A sentença recorrida julgou procedente o pedido, para condenar o INSS a pagar o benefício pleiteado a partir da data da citação (07.10.2014 - fls. 37). Determinou o pagamento das parcelas em atraso atualizadas monetariamente a partir do vencimento, e acrescidos de juros de mora a partir da data da citação, de acordo com o Manual de Cálculos da Justiça Federal. Arbitrou honorários advocatícios em 10% (dez por cento) do valor das parcelas vencidas até a data da sentença, nos termos da Súmula 111 do STJ
O reexame necessário foi dispensado nos termos do art. 475, §2º, do Código de Processo Civil de 1973.
Apela a parte autora requerendo a reforma da sentença no tocante ao termo inicial do benefício, que deve ser fixado na data do requerimento administrativo.
Por sua vez, o INSS requer, preliminarmente, o recebimento do recurso nos efeitos suspensivo e devolutivo, suspendendo os efeitos da tutela. No mérito, pugna pela reforma do julgado, alegando para tanto que a parte autora não logrou êxito em comprovar sua condição de deficiente e seu estado de miserabilidade.
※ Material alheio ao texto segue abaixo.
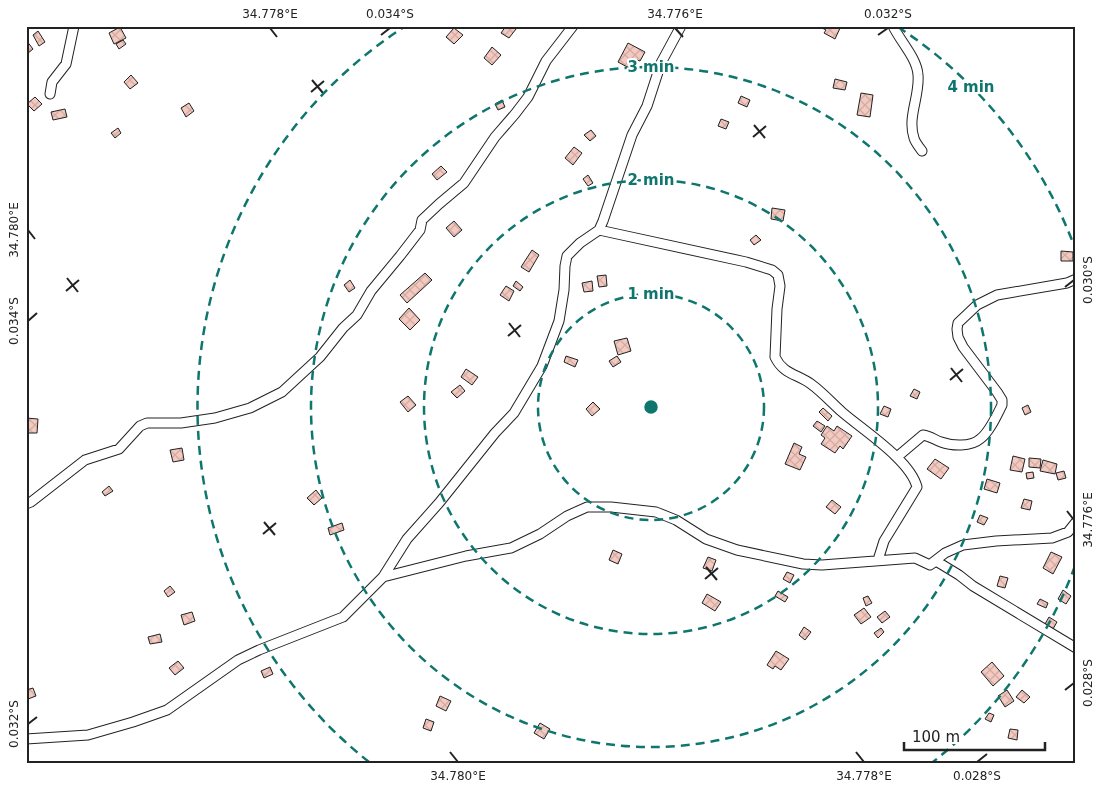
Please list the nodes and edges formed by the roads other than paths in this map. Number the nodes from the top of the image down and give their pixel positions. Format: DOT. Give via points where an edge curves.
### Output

Subsidiariamente, caso mantida a procedência do pedido, pugna pela reforma da sentença no tocante ao termo inicial do benefício (data da juntada do laudo pericial) e aos juros e correção monetária.
Com a apresentação de contrarrazões da parte autora os autos vieram a este Tribunal.
O Ministério Público opinou pelo provimento do recurso da parte autora e não provimento da apelação do INSS.
É o relatório.
VOTO
Rejeito a preliminar arguida pelo INSS.
Nos termos do artigo 273 do Código de Processo Civil/1973, vigente à época da sentença, o juiz poderá, a requerimento da parte, antecipar, total ou parcialmente, os efeitos da tutela pretendida no pedido inicial, desde que exista prova inequívoca do alegado pela parte e fundado receio de dano irreparável ou de difícil reparação.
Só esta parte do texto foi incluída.